The World Bank chief who spoke on “The proper role of oil in the context of accelerating growth and development in Nigeria,” at the Philip Asiodu Lecture series in Lagos yesterday, also said that apart from the effects of declining crude oil prices, the country should begin to make preparations to survive the impact of cheaper renewable energy on oil and gas demand.
She said that given the level of price uncertainty and Nigeria’s dependence on oil, it was all the more important to diversify away from oil. She stressed the need for the country to apply a strategic mind-set in utilising its oil revenues to finance the diversification of its economy, on the one hand, assessing comparative advantages and building on them and, on the other hand, launching into new industries that are destined to grow in the 21st century.
Oteh stated: “Abundant availability of oil is one of Nigeria’s comparative advantages and diversifying its economy away from oil should not be construed as not taking advantage of efficient linkages between oil and related industries. Because of the abundant oil resources, the cost of energy to Nigerian industries is relatively lower; therefore, energy-intensive industries and those that use by-product derived from oil such as petrochemicals, aluminium, steel production, fertiliser and bio electronics should benefit.”
Oteh said that to diversify the economy and leapfrog development, Nigeria should invest in human capital, its other and most important endowment. “Three components of human capital are critical: education, workforce quality and specialised training for researchers and scientists. As discussed in the next section, large investments in primary, secondary, tertiary and vocational education are also essential as a key pillar to building a knowledge economy,” she said.

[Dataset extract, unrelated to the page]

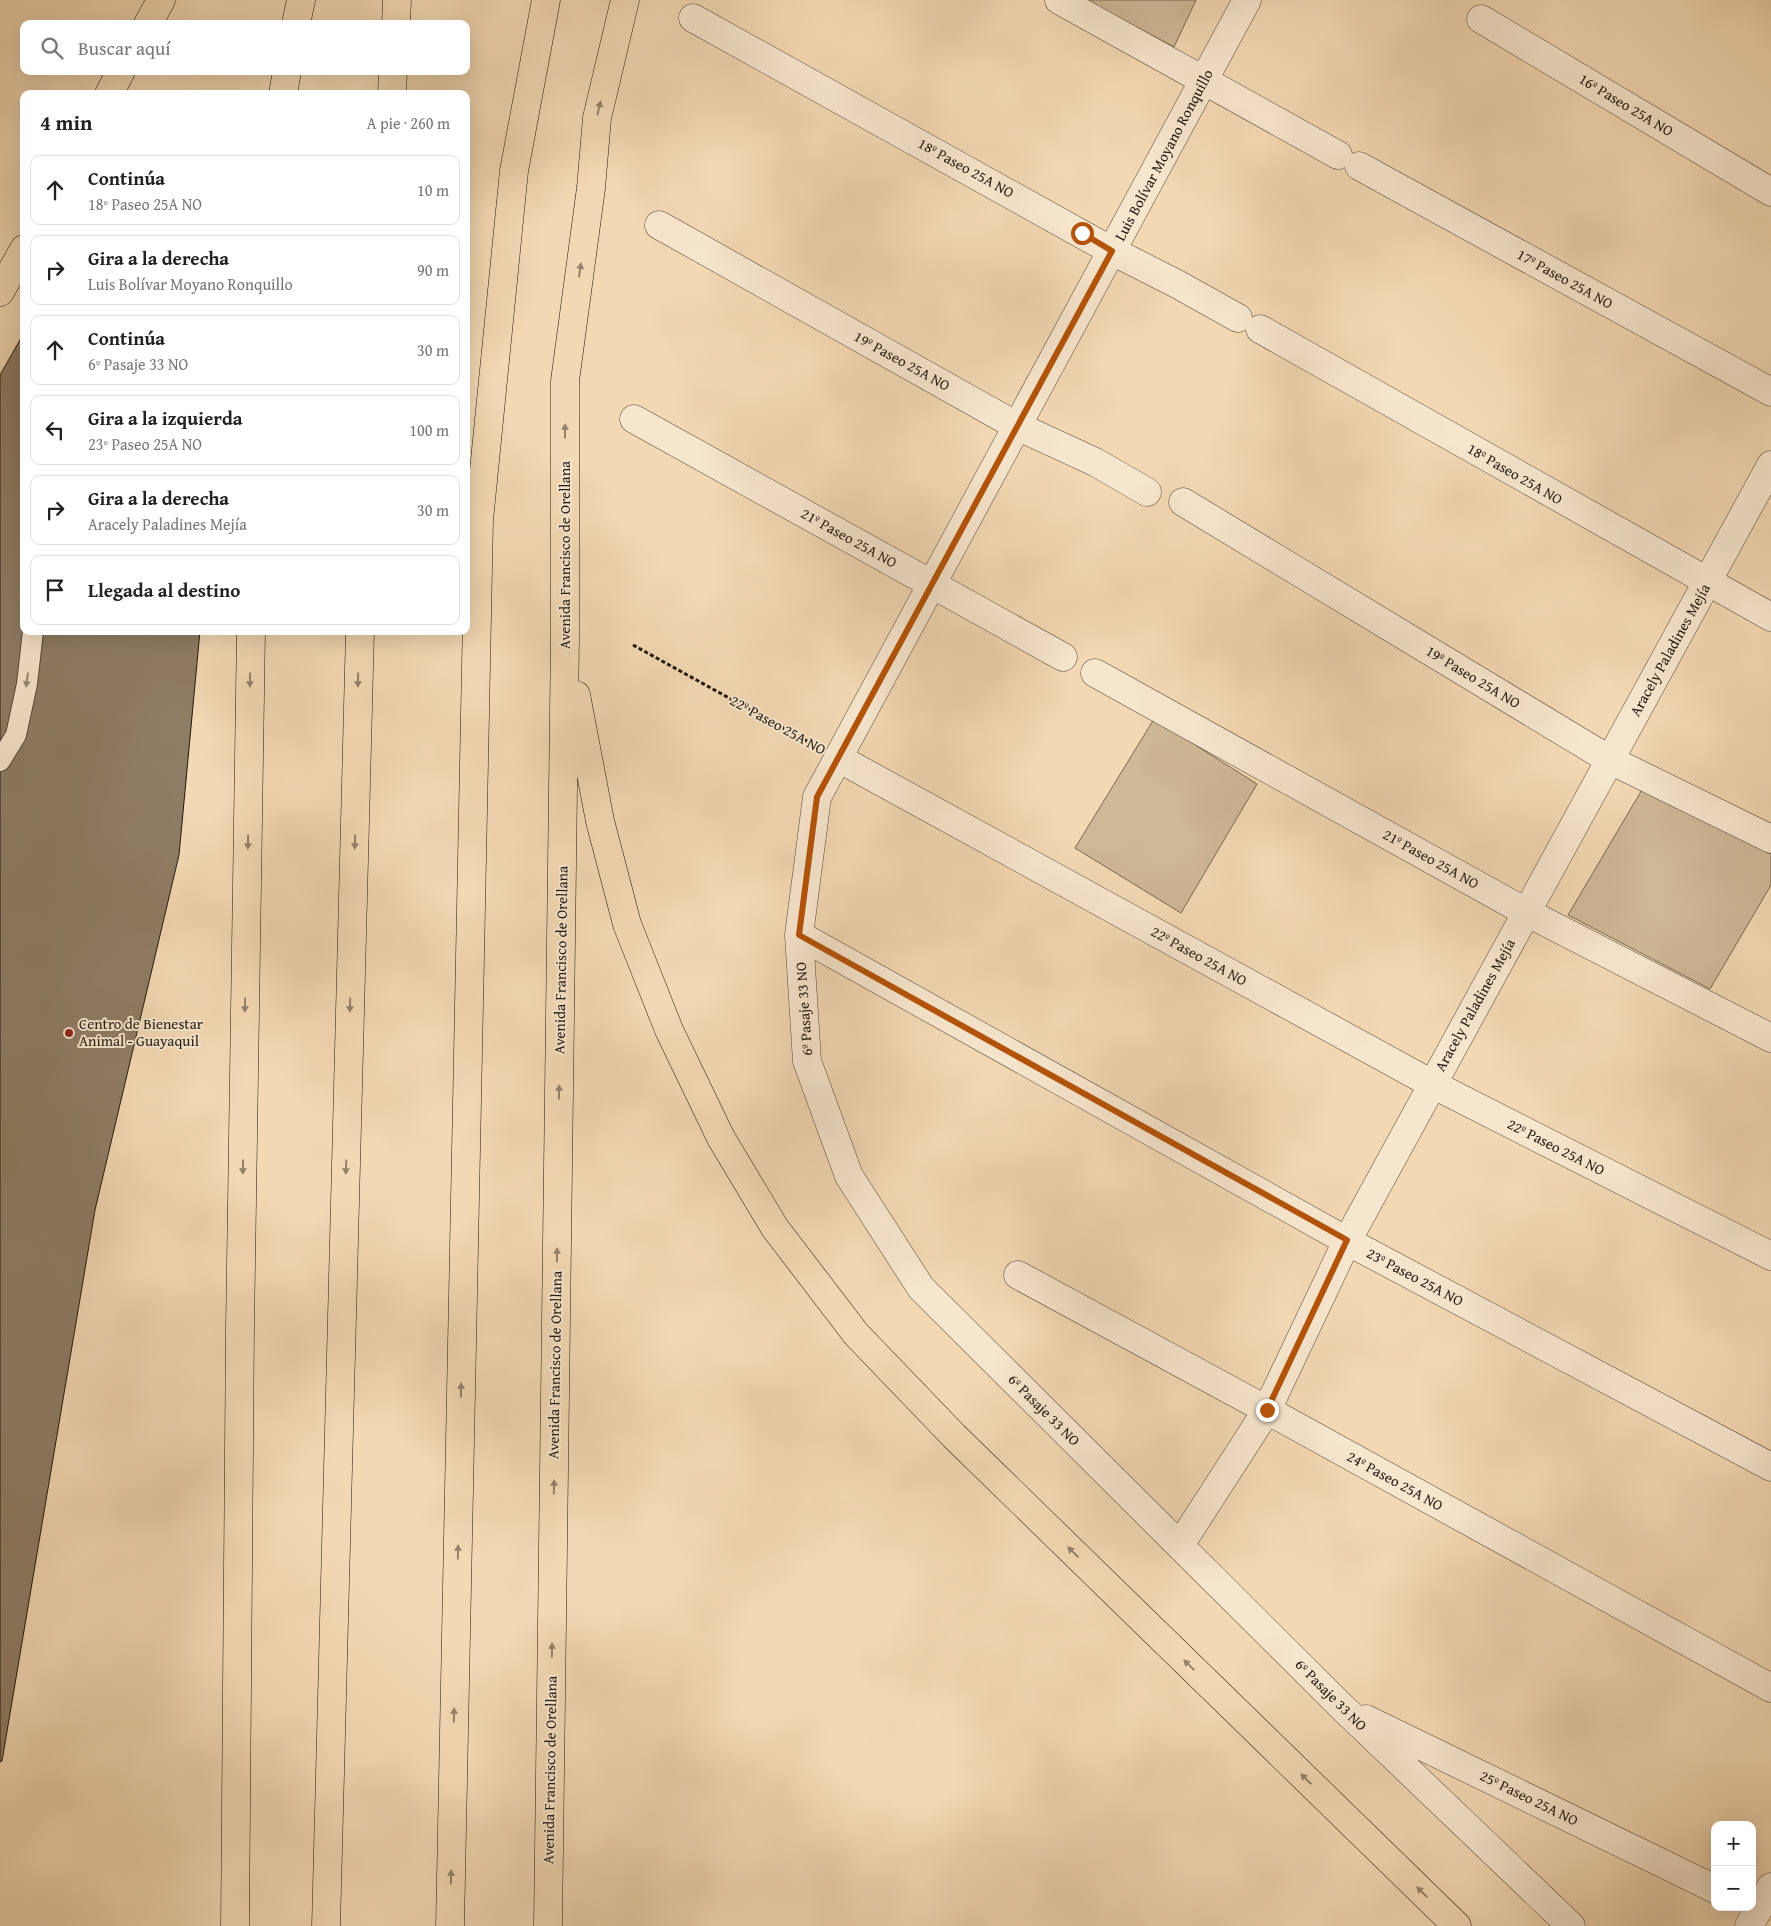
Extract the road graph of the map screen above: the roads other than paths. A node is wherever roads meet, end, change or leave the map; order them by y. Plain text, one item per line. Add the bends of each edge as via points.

According to her, a more inclusive economy is needed to effectively transmit as much oil wealth as possible into improving the well being of all Nigerians. “Nigeria’s over dependence on oil revenues for its economic growth and government budgets makes it highly susceptible to oil price volatility. Furthermore, the future of the oil industry will be shaped by climate change and environmental concerns which require a global transition from fossil fuels to cleaner, renewable and more efficient energy sources. Nigeria’s current dependence on oil is all the more unsustainable in the face of this trend,” she said.
Speaking on the effects of dependence on oil resources, she said: “Nigeria has the second largest oil reserves in Africa but not all of it is economically viable to extract at low oil prices. Depending on geology, some reserves are more expensive to exploit than others and only a high oil price can justify the costs in some cases.
‘‘In contrast, Saudi Arabia and its Gulf neighbours, blessed by nature, are profitable even when oil is at $20 per barrel due to their readily accessible reserves. While Nigeria’s break-even cash cost of oil is around $32 per barrel, the country’s fiscal break-even cost of oil was around $122 for 2015 budget.
‘‘In other words, when oil drops below $30 per barrel, Nigerian production, on average, is no longer profitable; and at $40 per barrel, only about 16 per cent of Nigeria’s reserves are economically viable.”
Dwelling on the impact of cheaper energy, she said that energy demand would remain, but oil and gas were gradually taking the back seat as energy fuels. Oteh said that Nigeria must begin to map out strategies and ambitious but realistic action steps with timelines to ensure the replacement of fossil fuels as sources of energy.